Here's how you can calculate it step-by-step:
Step 1: Determine the balanced chemical equation:
The balanced equation for the reaction between nickel II chloride (NiCl2) and sodium hydroxide (NaOH) is:
NiCl2 + 2NaOH → Ni(OH)2 + 2NaCl
Step 2: Calculate the molar masses:
- Molar mass of NiCl2 = 58.7 g/mol (28.7 g/mol for Ni + 2*35.5 g/mol for Cl)
- Molar mass of NaOH = 40.0 g/mol (22.9 g/mol for Na + 16.0 g/mol for O)
- Molar mass of Ni(OH)2 = 74.7 g/mol (2*28.7 g/mol for Ni + 2*16.0 g/mol for O + 2*1.0 g/mol for H)
Step 3: Convert the given masses to moles:
- Moles of NiCl2 = mass (g) / molar mass (g/mol) = 26.0 g / 58.7 g/mol ≈ 0.442 mol
- Moles of NaOH = mass (g) / molar mass (g/mol) = 10.0 g / 40.0 g/mol = 0.250 mol
Step 4: Identify the limiting reagent:
The reactant that is completely consumed in the reaction is the limiting reagent. To determine the limiting reagent, compare the mole ratio between NiCl2 and NaOH in the balanced equation (1:2). Since the mole ratio is 1:2, we have twice as many moles of NaOH as NiCl2. Therefore, NiCl2 is the limiting reagent since it's available in lesser moles.
Step 5: Calculate the theoretical yield:
The theoretical yield is the maximum amount of product that can be obtained based on the limiting reagent. In this case, the limiting reagent is NiCl2, so the moles of Ni(OH)2 produced will be equal to the moles of NiCl2 used.

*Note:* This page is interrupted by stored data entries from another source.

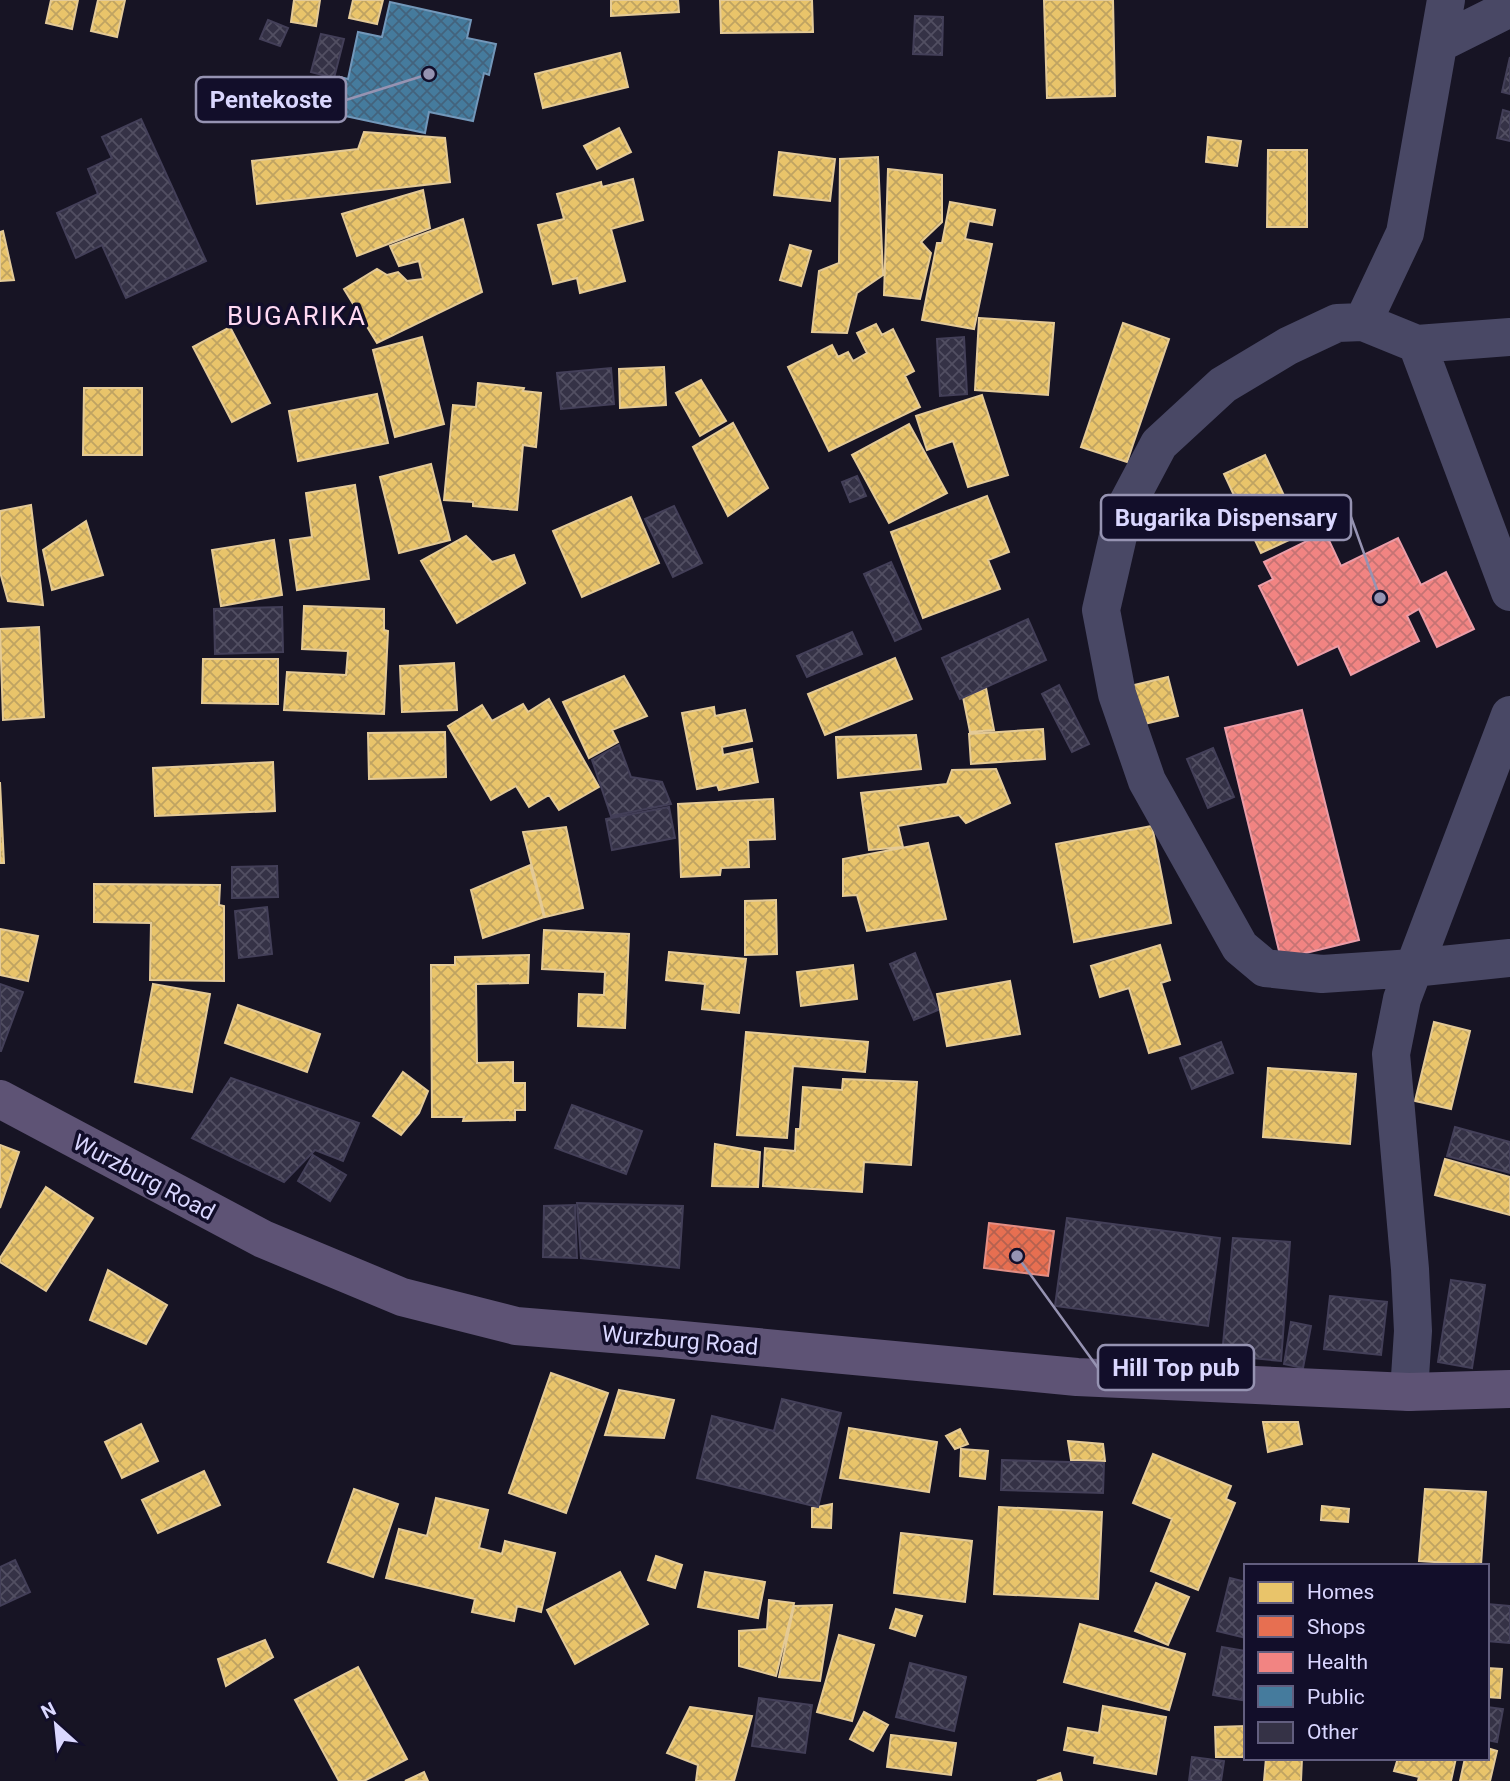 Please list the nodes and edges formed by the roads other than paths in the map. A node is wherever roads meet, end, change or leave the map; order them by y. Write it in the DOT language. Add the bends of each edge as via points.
graph roads {
  1 [pos="1446,0"];
  2 [pos="1510,8"];
  3 [pos="1440,43"];
  4 [pos="1363,322"];
  5 [pos="1510,337"];
  6 [pos="1417,344"];
  7 [pos="1510,592"];
  8 [pos="1510,715"];
  9 [pos="1510,958"];
  10 [pos="1413,968"];
  11 [pos="0,1099"];
  12 [pos="1510,1389"];
  13 [pos="1409,1392"];
  1 -- 3 [label="street"];
  2 -- 3 [label="street"];
  3 -- 4 [label="street" via="1405,233"];
  4 -- 6 [label="street"];
  4 -- 10 [label="street" via="1337,323 1288,346 1223,386 1159,444 1124,510 1101,610 1117,694 1147,781 1240,947 1265,968 1322,974"];
  5 -- 6 [label="street"];
  6 -- 7 [label="street"];
  8 -- 10 [label="street"];
  9 -- 10 [label="street"];
  10 -- 13 [label="street" via="1391,1054 1410,1269 1413,1331"];
  11 -- 13 [label="main road, Wurzburg Road" via="262,1240 402,1297 516,1326 1077,1377"];
  12 -- 13 [label="main road, Wurzburg Road"];
}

- Moles of Ni(OH)2 = Moles of NiCl2 = 0.442 mol
Step 6: Convert moles of Ni(OH)2 to grams:
- Mass (g) of Ni(OH)2 = moles of Ni(OH)2 * molar mass (g/mol) = 0.442 mol * 74.7 g/mol = 33.0 g
So, the theoretical yield of Ni(OH)2 is 33.0 grams.
Step 7: Consider the 4.80% error:
To determine the amount of Ni(OH)2 produced with a 4.80% error, we need to calculate 4.80% of the theoretical yield.
- 4.80% of 33.0 g = 0.048 * 33.0 g ≈ 1.59 g
Therefore, the nickel II hydroxide produced with a 4.80% error is approximately 1.59 grams.
Note: The error can be applied in different ways, such as subtracting it from or adding it to the theoretical yield, depending on the context or experimental setup.